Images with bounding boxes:
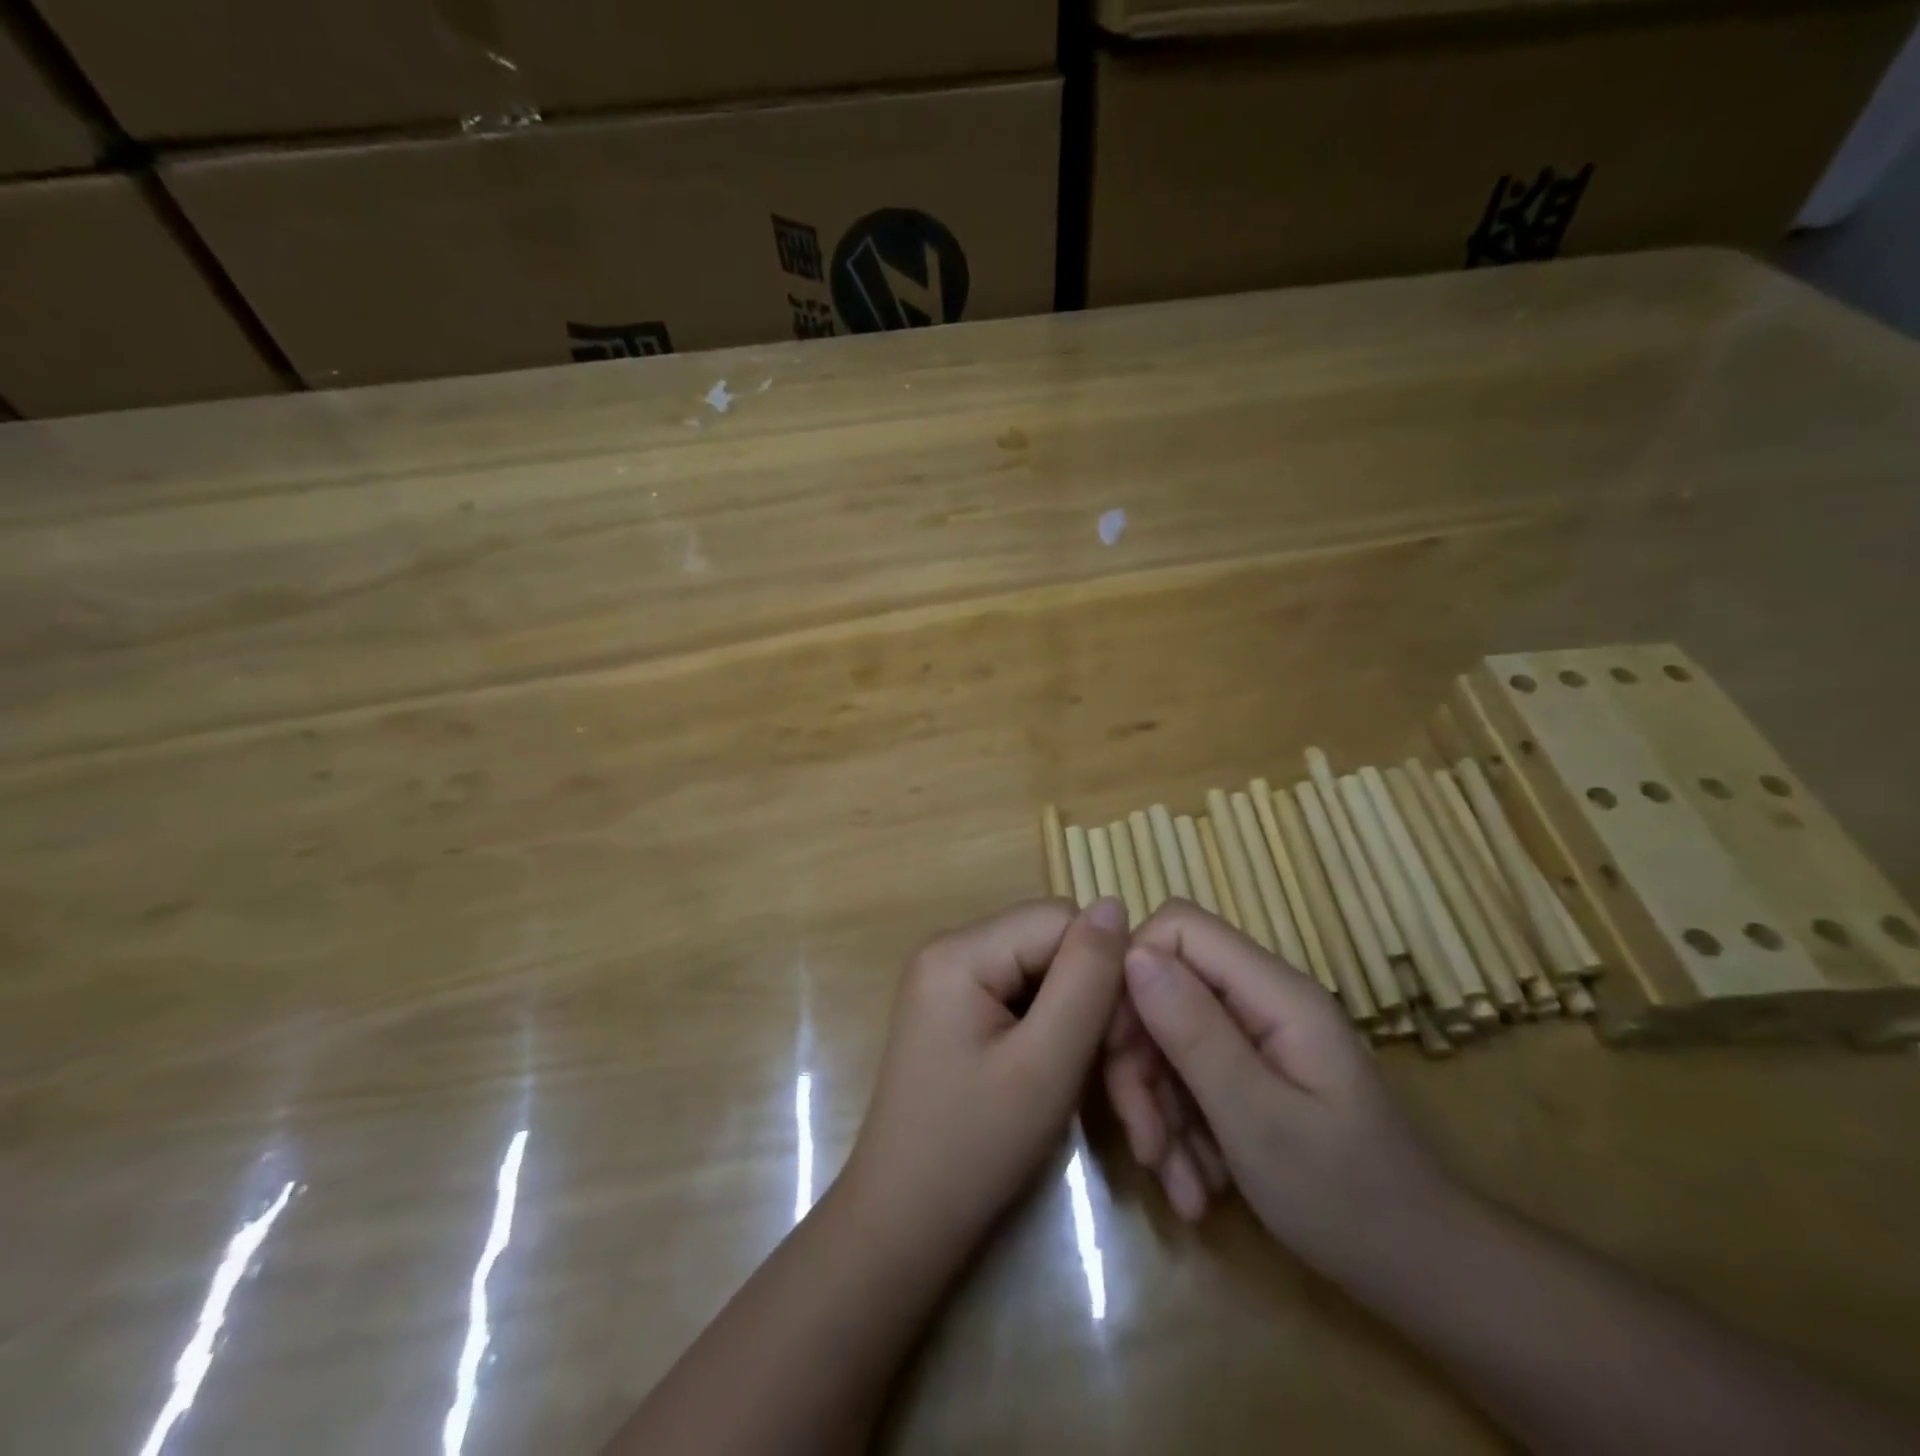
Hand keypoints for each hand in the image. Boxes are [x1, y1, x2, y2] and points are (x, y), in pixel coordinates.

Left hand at [841, 898, 1128, 1248]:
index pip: (1060, 919)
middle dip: (1090, 997)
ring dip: (1075, 1018)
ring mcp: (949, 978)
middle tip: (1111, 1070)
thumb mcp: (1046, 1063)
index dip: (1103, 970)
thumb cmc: (975, 1148)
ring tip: (1085, 1078)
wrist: (904, 1223)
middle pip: (1050, 942)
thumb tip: (1114, 903)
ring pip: (1042, 970)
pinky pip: (1021, 994)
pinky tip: (1056, 1073)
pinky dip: (1050, 1028)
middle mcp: (949, 948)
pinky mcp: (956, 1007)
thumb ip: (1086, 978)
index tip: (1121, 1039)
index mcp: (959, 950)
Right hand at [1103, 902, 1454, 1280]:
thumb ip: (1194, 1032)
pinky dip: (1179, 1128)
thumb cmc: (1348, 1199)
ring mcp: (1255, 1036)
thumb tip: (1132, 953)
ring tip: (1178, 1184)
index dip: (1133, 971)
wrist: (1421, 1274)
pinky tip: (1194, 1184)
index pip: (1178, 928)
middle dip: (1139, 1062)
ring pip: (1168, 1038)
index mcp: (1274, 992)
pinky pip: (1189, 1076)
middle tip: (1146, 1141)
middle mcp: (1261, 999)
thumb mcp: (1259, 1121)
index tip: (1116, 1046)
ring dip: (1157, 1109)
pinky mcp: (1249, 1071)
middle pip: (1163, 988)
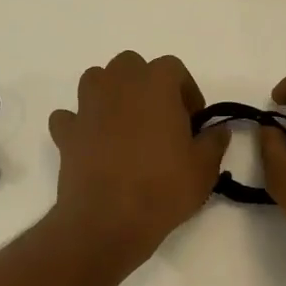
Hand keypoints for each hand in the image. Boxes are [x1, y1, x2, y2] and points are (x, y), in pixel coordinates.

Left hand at [48, 52, 228, 268]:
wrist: (108, 219)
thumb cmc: (163, 188)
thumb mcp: (204, 168)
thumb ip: (214, 142)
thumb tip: (219, 131)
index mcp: (155, 84)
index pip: (173, 68)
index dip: (186, 90)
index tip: (193, 119)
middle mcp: (117, 85)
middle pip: (130, 65)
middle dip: (145, 84)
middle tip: (159, 118)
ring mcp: (87, 107)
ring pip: (96, 80)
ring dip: (110, 93)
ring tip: (125, 124)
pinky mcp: (66, 133)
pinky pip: (69, 117)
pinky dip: (79, 123)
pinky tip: (91, 142)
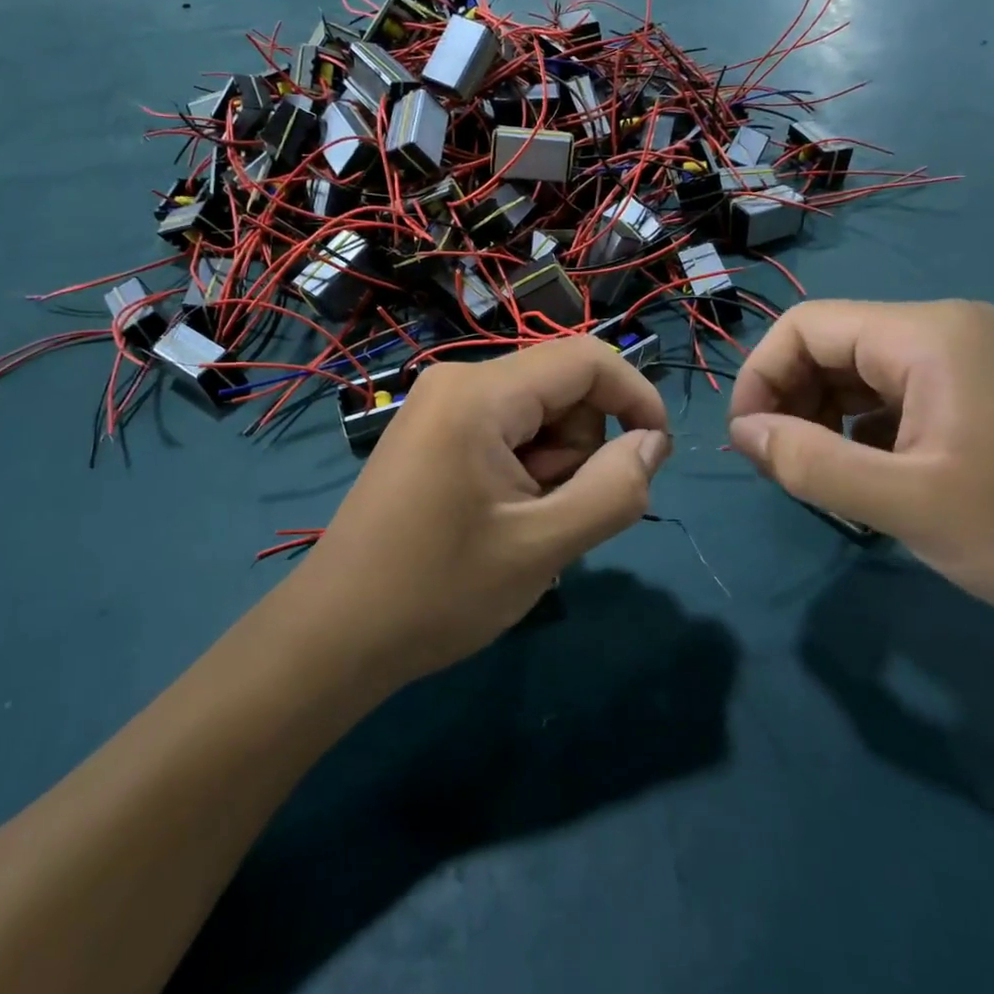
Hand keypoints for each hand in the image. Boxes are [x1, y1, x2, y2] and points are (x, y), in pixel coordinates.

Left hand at [287, 336, 671, 684]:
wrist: (336, 633)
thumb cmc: (437, 592)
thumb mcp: (541, 547)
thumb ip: (613, 491)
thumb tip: (652, 442)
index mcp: (479, 394)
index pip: (584, 360)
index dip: (634, 396)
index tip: (657, 453)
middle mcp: (457, 381)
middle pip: (561, 388)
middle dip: (579, 449)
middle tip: (551, 516)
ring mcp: (439, 405)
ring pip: (537, 414)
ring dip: (552, 467)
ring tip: (519, 525)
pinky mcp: (433, 431)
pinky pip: (506, 431)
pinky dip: (523, 470)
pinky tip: (499, 519)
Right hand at [727, 300, 993, 639]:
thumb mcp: (910, 506)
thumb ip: (812, 465)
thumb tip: (742, 433)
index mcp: (928, 336)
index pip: (806, 326)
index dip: (761, 377)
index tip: (749, 443)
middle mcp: (947, 330)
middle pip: (833, 345)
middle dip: (792, 401)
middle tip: (787, 470)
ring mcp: (973, 359)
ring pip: (863, 372)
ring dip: (827, 419)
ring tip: (827, 479)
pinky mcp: (989, 391)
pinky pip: (900, 395)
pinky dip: (867, 430)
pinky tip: (876, 477)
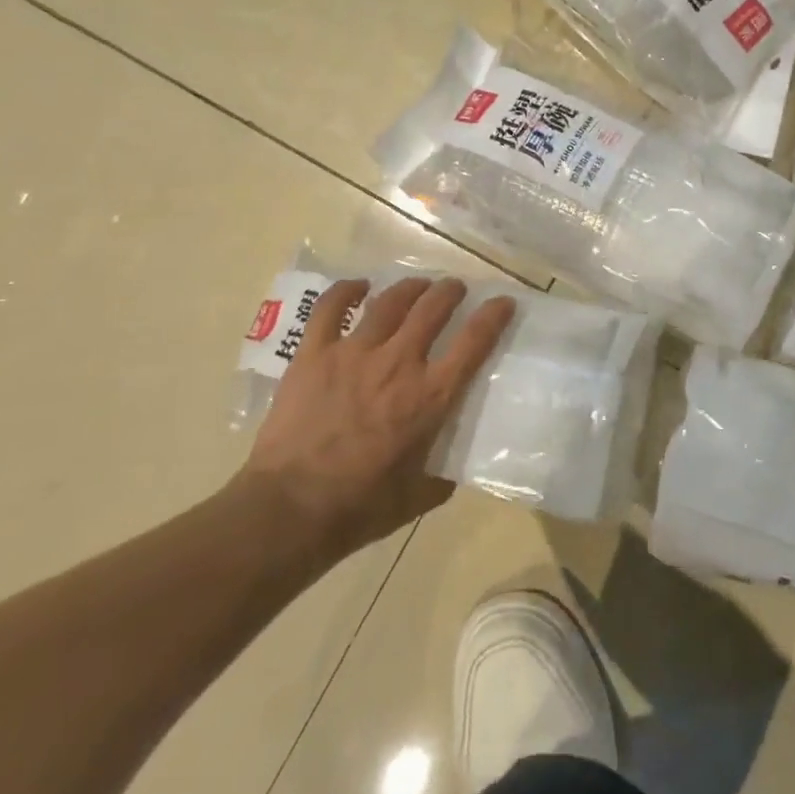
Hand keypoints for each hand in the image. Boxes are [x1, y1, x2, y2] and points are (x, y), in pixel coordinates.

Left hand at [242, 277, 515, 559]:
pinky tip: (358, 286)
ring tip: (418, 285)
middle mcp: (399, 363)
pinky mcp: (314, 354)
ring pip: (390, 302)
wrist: (291, 507)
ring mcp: (354, 353)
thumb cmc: (360, 507)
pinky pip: (331, 308)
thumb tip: (448, 469)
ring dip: (410, 288)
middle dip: (450, 292)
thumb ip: (440, 476)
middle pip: (433, 309)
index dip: (493, 316)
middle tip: (455, 289)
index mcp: (430, 396)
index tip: (503, 303)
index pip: (474, 342)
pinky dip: (347, 291)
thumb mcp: (418, 497)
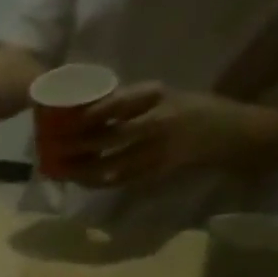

*Assignment:*
Give the lines again exactly, beginning with the first line of the records above and ending with the line that contains "thumb cmc: (975, 1148)", and include no pictures.

*Exercise output:*
Hand keypoints for each hand in the image. Boxes are [x1, y1, x2, y2] and points are (x, y), in pixel coordinates.

Left hand at [841, 898, 1128, 1248]:
index pip: (1060, 919)
middle dip: (1090, 997)
ring dip: (1075, 1018)
ring mcp: (949, 978)
middle tip: (1111, 1070)
thumb mcp: (1046, 1063)
index dip: (1103, 970)
thumb cmc: (975, 1148)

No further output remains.